I'm experiencing short freezes, lags etc. on lazer. It only happens since the latest few builds (I'm not quite sure since when, last time I tried out stuff was long ago).

This problem appears only with unlimited fps + fullscreen. So I've got both logs of where it runs fine and where it doesn't. I added to the filenames, which is what, but i honestly haven't really seen anything there which could relate to the problem. But check them anyway.

if even the shutters happen, the keys won't get recognized.

nofullscreen-performance-gamethread.update.log
nofullscreen-runtime.log
nofullscreen-performance-gamethread.audio.log
nofullscreen-performance-gamethread.draw.log
nofullscreen-performance-gamethread.input.log

fullscreen-performance-gamethread.draw.log
fullscreen-performance-gamethread.input.log
fullscreen-performance-gamethread.update.log
fullscreen-runtime.log
fullscreen-performance-gamethread.audio.log

performance

Most helpful comment

You can hit ctrl-f11 to check whether this is actually the case (GC are represented by dots on the graphs, different colours for different severities).

We still have a lot of work to be done on memory optimisation.

All 25 comments

What do your frame graph displays look like? (carl+f11 twice)?

Also please test using a mode that is not unlimited fps. Some GPUs get unstable at high fps.

Could you also give more details on where you have seen other reports of this issue? could you get these people to also report in this thread?

Could you please make sure you have nocapture software enables? Could you please exit discord and any other applications that may be displaying an overlay?

frame graph display: audio is 1000 constant, input is around 1k, update 4k, draw 2k.
I've tested it with a limiter, it's the same result. And it's only happening in Lazer. Should have mentioned this. Stable client/ other games where I reach high fps work fine. The first logs are with a limiter. I'll try to contact the people, of course. I've actually done that and sent them this issue here. Discord overlay is disabled, I also tried it with closing discord/any other applications with overlay.

Oh, and the draw has lots of ups and downs with red lines and green lines, if that helps in any way.

Yet, that still doesn't really explain why the workaround works.. (Take the earlier conversation on the dev discord as reference)

I was hoping for a screenshot of this display, right after a lag spike happens.

That said, this sounds like GPU stalls.
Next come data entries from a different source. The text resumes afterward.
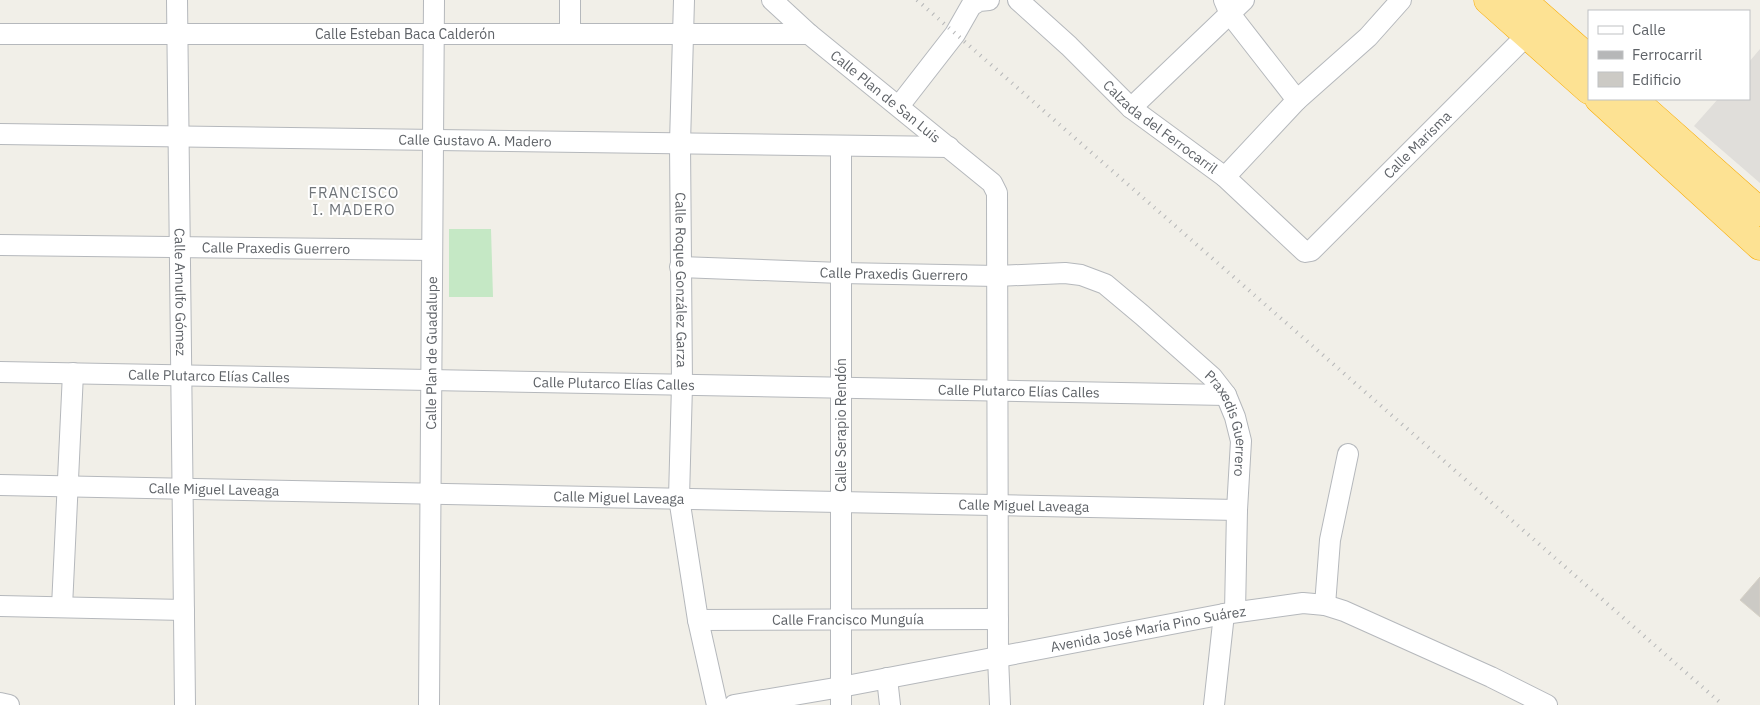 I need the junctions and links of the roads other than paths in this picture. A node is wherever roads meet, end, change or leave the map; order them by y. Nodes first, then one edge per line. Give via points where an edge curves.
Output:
1 (177, 0) edge
2 (434, 0) edge
3 (570, 0) edge
4 (684, 0) edge
5 (772, 0) edge
6 (989, 0) edge
7 (1018, 0) edge
8 (1244, 0) edge
9 (1400, 0) edge
10 (1488, 0) edge
11 (1522, 0) edge
12 (1227, 7) edge
13 (0, 34) edge
14 (177, 34) junction
15 (434, 34) junction
16 (570, 34) junction
17 (683, 34) junction
18 (809, 34) junction
19 (1527, 35) junction
20 (1588, 58) edge
21 (1588, 89) edge
22 (1297, 100) junction
23 (1600, 100) edge
24 (1634, 100) edge
25 (898, 106) junction
26 (1132, 108) junction
27 (0, 134) edge
28 (179, 136) junction
29 (433, 140) junction
30 (680, 144) junction
31 (841, 146) junction
32 (949, 147) junction
33 (1225, 177) junction
34 (1760, 212) edge
35 (0, 245) edge
36 (1760, 246) edge
37 (180, 247) junction
38 (432, 250) junction
39 (1305, 252) joint
40 (680, 267) junction
41 (841, 273) junction
42 (997, 276) junction
43 (1105, 284) joint
44 (0, 372) edge
45 (73, 373) junction
46 (182, 375) junction
47 (431, 380) junction
48 (682, 385) junction
49 (840, 388) junction
50 (997, 391) junction
51 (1226, 395) junction
52 (1348, 454) dead end
53 (0, 485) edge
54 (67, 486) junction
55 (183, 489) junction
56 (430, 494) junction
57 (679, 498) junction
58 (841, 502) junction
59 (998, 505) junction
60 (1237, 510) junction
61 (1325, 605) junction
62 (0, 606) edge
63 (62, 607) junction
64 (184, 610) junction
65 (1235, 613) junction
66 (841, 619) junction
67 (998, 619) junction
68 (698, 620) junction
69 (998, 657) junction
70 (887, 678) junction
71 (840, 696) edge
72 (0, 703) edge
73 (9, 705) edge
74 (185, 705) edge
75 (429, 705) edge
76 (717, 705) edge
77 (734, 705) edge
78 (890, 705) edge
79 (1000, 705) edge
80 (1214, 705) edge
81 (1547, 705) edge

1 - 14 street, Calle Arnulfo Gómez
2 - 15 street, Calle Plan de Guadalupe
3 - 16 street
4 - 17 street, Calle Roque González Garza
5 - 18 street, Calle Plan de San Luis
6 - 25 street via 971,6 955,34
7 - 26 street, Calzada del Ferrocarril
8 - 12 street
9 - 22 street via 1368,37
10 - 19 highway
11 - 20 highway
12 - 22 street
12 - 26 street
13 - 14 street, Calle Esteban Baca Calderón
14 - 15 street, Calle Esteban Baca Calderón
14 - 28 street, Calle Arnulfo Gómez
15 - 16 street, Calle Esteban Baca Calderón
15 - 29 street, Calle Plan de Guadalupe
16 - 17 street, Calle Esteban Baca Calderón
17 - 18 street, Calle Esteban Baca Calderón
17 - 30 street, Calle Roque González Garza
18 - 25 street, Calle Plan de San Luis
19 - 21 highway
19 - 39 street, Calle Marisma via 1314,248
22 - 33 street
23 - 36 highway
24 - 34 highway
25 - 32 street, Calle Plan de San Luis
26 - 33 street, Calzada del Ferrocarril
27 - 28 street, Calle Gustavo A. Madero
28 - 29 street, Calle Gustavo A. Madero
28 - 37 street, Calle Arnulfo Gómez
29 - 30 street, Calle Gustavo A. Madero
29 - 38 street, Calle Plan de Guadalupe
30 - 31 street, Calle Gustavo A. Madero
30 - 40 street, Calle Roque González Garza
31 - 32 street, Calle Gustavo A. Madero
31 - 41 street, Calle Serapio Rendón
32 - 42 street, Calle Plan de San Luis via 992,183 997,193
33 - 39 street, Calzada del Ferrocarril
35 - 37 street, Calle Praxedis Guerrero
37 - 38 street, Calle Praxedis Guerrero
37 - 46 street, Calle Arnulfo Gómez
38 - 47 street, Calle Plan de Guadalupe
40 - 41 street, Calle Praxedis Guerrero
40 - 48 street, Calle Roque González Garza
41 - 42 street, Calle Praxedis Guerrero
41 - 49 street, Calle Serapio Rendón
42 - 43 street, Calle Praxedis Guerrero via 1065,273
42 - 50 street
43 - 51 street, Praxedis Guerrero via 1194,360
44 - 45 street, Calle Plutarco Elías Calles
45 - 46 street, Calle Plutarco Elías Calles
45 - 54 street
46 - 47 street, Calle Plutarco Elías Calles
46 - 55 street, Calle Arnulfo Gómez
47 - 48 street, Calle Plutarco Elías Calles
47 - 56 street, Calle Plan de Guadalupe
48 - 49 street, Calle Plutarco Elías Calles
48 - 57 street, Calle Roque González Garza
49 - 50 street, Calle Plutarco Elías Calles
49 - 58 street, Calle Serapio Rendón
50 - 51 street, Calle Plutarco Elías Calles
50 - 59 street
51 - 60 street, Praxedis Guerrero via 1236,417 1241,441
52 - 61 street via 1330,540
53 - 54 street, Calle Miguel Laveaga
54 - 55 street, Calle Miguel Laveaga
54 - 63 street
55 - 56 street, Calle Miguel Laveaga
55 - 64 street, Calle Arnulfo Gómez
56 - 57 street, Calle Miguel Laveaga
56 - 75 street, Calle Plan de Guadalupe
57 - 58 street, Calle Miguel Laveaga
57 - 68 street, Calle Roque González Garza
58 - 59 street, Calle Miguel Laveaga
58 - 66 street, Calle Serapio Rendón
59 - 60 street, Calle Miguel Laveaga
59 - 67 street
60 - 65 street, Praxedis Guerrero
61 - 65 street, Avenida José María Pino Suárez via 1303,604
61 - 81 street, Avenida José María Pino Suárez
62 - 63 street
63 - 64 street
64 - 74 street, Calle Arnulfo Gómez
65 - 69 street, Avenida José María Pino Suárez
65 - 80 street, Praxedis Guerrero
66 - 67 street, Calle Francisco Munguía
66 - 68 street, Calle Francisco Munguía
66 - 71 street, Calle Serapio Rendón
67 - 69 street
68 - 76 street, Calle Roque González Garza
69 - 70 street, Avenida José María Pino Suárez
69 - 79 street
70 - 71 street, Avenida José María Pino Suárez
70 - 78 street
71 - 77 street, Avenida José María Pino Suárez
72 - 73 street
This is usually caused by other applications on your PC stalling the pipeline.

Updated ---

image

Thing is, i tried it with literally everything else closed. Literally nothing else than Lazer ran that time.

No frames in that graph are dropping you below 60fps. Your performance logs also don't seem to show an issue. Also, please run tests at the main menu with music paused for consistency.

Will do tomorrow (I'll edit this comment again)

i have that issue aswell:
ss 2018-07-11 at 07 44 31

its very extrem on high BPM maps with lots of fast and high density streams such like https://osu.ppy.sh/s/473166

That is a slightly different issue (gameplay performance). The one being reported in this thread seems to happen even at the main menu.

Gameplay performance issues are known and will be addressed over time.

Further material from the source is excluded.